*** Begin section ***

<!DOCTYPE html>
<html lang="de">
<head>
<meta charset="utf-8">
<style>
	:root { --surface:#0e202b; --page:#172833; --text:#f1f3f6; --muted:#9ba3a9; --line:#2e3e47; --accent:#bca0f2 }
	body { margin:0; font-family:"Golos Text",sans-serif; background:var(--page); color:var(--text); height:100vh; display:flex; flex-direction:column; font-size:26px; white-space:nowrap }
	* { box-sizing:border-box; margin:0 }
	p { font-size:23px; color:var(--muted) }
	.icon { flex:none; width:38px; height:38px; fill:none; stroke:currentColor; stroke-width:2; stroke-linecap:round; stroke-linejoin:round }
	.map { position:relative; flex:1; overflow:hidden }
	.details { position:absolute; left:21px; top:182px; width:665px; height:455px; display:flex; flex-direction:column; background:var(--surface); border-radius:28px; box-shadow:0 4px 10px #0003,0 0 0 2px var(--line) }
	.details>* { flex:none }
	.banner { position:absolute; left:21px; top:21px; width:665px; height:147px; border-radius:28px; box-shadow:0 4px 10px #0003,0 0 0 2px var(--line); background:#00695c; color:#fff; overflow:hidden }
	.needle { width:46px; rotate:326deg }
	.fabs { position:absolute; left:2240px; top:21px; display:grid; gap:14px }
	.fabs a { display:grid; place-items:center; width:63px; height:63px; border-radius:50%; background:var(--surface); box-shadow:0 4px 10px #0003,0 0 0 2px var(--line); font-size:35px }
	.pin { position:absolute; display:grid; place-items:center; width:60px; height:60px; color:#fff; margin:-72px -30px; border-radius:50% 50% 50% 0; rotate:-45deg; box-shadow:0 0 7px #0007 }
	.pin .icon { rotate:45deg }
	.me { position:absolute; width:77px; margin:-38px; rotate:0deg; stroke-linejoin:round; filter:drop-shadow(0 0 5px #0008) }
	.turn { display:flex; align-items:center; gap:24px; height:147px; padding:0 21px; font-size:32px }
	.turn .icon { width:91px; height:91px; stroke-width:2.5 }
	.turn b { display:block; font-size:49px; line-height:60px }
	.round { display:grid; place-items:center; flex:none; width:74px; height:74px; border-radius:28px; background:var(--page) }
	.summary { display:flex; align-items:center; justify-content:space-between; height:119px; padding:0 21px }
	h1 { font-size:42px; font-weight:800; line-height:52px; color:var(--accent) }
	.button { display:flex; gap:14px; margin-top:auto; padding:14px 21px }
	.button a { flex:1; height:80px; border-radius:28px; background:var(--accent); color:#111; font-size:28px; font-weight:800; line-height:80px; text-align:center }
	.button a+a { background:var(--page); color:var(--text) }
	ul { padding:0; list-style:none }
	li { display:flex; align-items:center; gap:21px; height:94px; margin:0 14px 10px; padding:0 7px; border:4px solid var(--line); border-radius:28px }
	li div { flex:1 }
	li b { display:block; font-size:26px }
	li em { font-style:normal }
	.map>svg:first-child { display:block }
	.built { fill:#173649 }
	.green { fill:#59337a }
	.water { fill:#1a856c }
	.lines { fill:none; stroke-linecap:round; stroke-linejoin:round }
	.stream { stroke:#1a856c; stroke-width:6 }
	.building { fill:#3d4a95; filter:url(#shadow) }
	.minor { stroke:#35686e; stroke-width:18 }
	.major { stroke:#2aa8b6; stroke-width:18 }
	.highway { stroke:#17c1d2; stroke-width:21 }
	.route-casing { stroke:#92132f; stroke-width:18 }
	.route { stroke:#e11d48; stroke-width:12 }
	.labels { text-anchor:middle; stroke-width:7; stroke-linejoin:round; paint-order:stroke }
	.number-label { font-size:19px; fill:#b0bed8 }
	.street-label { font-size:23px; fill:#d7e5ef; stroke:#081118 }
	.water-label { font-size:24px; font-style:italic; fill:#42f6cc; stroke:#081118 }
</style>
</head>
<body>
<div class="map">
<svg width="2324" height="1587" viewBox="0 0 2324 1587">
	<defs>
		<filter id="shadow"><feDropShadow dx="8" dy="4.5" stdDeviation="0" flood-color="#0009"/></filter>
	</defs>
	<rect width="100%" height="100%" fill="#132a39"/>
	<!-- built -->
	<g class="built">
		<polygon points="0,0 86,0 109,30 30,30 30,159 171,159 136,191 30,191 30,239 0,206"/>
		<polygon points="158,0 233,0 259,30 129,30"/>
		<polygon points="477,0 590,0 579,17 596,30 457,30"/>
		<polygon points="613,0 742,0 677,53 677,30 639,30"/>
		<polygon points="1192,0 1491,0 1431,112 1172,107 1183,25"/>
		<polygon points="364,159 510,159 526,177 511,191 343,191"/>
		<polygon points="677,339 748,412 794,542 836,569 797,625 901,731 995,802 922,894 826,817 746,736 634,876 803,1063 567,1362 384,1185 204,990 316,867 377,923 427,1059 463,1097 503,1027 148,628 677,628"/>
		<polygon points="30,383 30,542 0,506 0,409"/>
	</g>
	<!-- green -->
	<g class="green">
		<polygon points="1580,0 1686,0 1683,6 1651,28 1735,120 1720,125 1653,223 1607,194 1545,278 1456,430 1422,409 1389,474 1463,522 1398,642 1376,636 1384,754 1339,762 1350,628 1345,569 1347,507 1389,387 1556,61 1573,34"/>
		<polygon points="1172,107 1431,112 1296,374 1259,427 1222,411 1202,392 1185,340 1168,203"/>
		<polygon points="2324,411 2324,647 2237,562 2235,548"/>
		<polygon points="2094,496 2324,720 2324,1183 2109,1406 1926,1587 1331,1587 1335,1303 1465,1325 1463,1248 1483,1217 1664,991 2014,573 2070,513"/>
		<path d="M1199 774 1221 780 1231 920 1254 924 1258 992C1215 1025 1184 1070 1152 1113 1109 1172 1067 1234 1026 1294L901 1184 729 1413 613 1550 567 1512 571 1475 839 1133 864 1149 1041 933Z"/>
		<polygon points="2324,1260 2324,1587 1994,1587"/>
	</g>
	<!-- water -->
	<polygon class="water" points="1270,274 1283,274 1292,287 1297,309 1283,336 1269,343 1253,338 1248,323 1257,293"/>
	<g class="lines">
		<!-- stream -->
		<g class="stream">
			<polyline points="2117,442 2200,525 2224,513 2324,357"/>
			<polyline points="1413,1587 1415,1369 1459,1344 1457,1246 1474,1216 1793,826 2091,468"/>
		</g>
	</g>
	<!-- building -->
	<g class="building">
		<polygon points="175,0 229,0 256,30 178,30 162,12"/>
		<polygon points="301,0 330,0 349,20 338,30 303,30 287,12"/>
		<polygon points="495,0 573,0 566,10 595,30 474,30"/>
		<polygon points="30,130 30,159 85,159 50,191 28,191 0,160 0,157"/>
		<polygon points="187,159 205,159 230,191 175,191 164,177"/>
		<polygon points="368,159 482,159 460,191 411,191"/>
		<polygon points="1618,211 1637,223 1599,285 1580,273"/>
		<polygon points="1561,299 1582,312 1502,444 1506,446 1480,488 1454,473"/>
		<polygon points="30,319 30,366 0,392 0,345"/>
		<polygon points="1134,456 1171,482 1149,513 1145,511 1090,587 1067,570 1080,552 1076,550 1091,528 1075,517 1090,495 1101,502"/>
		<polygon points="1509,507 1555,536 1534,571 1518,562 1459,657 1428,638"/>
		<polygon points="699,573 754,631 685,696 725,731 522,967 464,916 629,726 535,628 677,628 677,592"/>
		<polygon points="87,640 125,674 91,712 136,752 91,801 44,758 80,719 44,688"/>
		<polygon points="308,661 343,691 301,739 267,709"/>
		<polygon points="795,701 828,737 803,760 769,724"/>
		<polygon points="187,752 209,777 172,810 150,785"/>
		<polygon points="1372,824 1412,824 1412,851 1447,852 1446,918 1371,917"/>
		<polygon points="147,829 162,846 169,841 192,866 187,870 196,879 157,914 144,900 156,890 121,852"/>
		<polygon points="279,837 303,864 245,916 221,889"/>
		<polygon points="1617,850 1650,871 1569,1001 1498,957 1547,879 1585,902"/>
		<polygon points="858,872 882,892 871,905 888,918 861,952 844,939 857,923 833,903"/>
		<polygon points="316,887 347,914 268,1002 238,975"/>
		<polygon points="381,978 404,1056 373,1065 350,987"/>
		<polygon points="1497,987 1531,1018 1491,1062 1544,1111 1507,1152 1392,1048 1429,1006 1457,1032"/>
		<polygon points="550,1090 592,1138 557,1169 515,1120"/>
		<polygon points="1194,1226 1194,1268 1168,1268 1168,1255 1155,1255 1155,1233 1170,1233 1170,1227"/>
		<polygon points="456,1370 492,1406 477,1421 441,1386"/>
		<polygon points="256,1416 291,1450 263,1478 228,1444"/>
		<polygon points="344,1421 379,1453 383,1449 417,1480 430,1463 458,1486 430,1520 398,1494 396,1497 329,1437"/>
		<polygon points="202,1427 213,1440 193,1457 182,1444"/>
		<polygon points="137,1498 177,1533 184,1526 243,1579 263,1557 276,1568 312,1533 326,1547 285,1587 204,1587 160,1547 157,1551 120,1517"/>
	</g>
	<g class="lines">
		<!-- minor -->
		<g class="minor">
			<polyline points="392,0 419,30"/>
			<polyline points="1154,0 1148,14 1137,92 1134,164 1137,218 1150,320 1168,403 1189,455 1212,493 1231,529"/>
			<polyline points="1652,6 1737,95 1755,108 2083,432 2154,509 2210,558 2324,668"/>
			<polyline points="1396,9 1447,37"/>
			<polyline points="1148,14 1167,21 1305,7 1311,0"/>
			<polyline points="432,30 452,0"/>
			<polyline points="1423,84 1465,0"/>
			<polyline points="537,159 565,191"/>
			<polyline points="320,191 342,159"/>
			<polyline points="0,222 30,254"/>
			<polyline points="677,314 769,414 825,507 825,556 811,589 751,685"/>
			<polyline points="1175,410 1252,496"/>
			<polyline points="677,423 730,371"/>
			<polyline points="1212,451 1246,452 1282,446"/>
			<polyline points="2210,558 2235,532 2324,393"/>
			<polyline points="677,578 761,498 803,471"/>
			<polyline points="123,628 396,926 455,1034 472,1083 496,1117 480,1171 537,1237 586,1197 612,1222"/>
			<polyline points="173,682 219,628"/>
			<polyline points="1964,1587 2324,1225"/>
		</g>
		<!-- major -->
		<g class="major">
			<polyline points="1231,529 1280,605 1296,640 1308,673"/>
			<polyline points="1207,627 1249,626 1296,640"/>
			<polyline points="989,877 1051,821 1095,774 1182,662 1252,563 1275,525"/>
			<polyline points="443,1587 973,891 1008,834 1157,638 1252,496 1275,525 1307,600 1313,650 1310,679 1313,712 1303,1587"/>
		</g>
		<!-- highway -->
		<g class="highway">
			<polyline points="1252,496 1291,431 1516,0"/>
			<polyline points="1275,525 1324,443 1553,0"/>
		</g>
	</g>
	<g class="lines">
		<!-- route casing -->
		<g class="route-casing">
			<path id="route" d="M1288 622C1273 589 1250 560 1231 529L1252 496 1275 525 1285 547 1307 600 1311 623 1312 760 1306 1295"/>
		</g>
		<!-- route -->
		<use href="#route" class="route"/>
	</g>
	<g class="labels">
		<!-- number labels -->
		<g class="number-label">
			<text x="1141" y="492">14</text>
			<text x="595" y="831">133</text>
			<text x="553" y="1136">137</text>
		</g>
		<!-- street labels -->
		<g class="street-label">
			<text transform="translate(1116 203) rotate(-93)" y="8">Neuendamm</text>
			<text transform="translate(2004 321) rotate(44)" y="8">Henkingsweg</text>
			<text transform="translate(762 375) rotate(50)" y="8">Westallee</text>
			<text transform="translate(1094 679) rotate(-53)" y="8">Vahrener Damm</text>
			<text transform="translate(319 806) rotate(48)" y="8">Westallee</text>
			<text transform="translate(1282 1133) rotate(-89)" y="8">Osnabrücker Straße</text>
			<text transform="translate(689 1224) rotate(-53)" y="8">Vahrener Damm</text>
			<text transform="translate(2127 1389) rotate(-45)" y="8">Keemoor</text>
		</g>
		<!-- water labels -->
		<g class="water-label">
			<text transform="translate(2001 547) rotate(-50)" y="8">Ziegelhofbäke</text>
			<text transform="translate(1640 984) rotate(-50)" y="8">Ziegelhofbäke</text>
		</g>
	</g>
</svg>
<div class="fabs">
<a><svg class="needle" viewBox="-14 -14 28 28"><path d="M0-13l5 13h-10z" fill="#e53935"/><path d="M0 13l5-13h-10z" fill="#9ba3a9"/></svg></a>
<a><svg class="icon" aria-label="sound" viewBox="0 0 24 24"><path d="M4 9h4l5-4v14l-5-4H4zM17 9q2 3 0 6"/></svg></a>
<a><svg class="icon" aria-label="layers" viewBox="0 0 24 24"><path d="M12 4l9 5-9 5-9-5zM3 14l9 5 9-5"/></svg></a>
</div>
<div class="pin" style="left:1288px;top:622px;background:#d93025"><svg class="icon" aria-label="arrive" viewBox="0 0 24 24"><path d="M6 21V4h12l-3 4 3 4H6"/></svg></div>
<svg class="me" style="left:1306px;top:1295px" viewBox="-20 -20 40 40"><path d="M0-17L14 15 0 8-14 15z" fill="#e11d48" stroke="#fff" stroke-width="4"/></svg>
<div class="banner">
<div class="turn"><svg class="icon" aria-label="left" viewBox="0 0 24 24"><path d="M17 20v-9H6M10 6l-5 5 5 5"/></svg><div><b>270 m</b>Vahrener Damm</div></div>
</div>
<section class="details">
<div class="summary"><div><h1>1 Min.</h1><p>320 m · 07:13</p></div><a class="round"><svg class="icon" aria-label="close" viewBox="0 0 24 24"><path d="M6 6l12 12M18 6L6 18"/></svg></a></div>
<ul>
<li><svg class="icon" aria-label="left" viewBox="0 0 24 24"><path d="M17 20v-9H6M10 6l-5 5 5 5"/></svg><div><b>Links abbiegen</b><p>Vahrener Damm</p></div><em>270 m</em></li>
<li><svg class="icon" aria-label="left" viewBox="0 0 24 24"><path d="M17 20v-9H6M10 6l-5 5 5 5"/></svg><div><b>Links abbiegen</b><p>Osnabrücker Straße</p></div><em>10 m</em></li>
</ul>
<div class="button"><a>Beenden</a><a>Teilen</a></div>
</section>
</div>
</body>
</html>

*** End section ***

Activity. Filter the entries down to the lines containing "column". Copy each of those lines.

Response below.
	body { margin:0; font-family:"Golos Text",sans-serif; background:var(--page); color:var(--text); height:100vh; display:flex; flex-direction:column; font-size:26px; white-space:nowrap }
	.details { position:absolute; left:21px; top:182px; width:665px; height:455px; display:flex; flex-direction:column; background:var(--surface); border-radius:28px; box-shadow:0 4px 10px #0003,0 0 0 2px var(--line) }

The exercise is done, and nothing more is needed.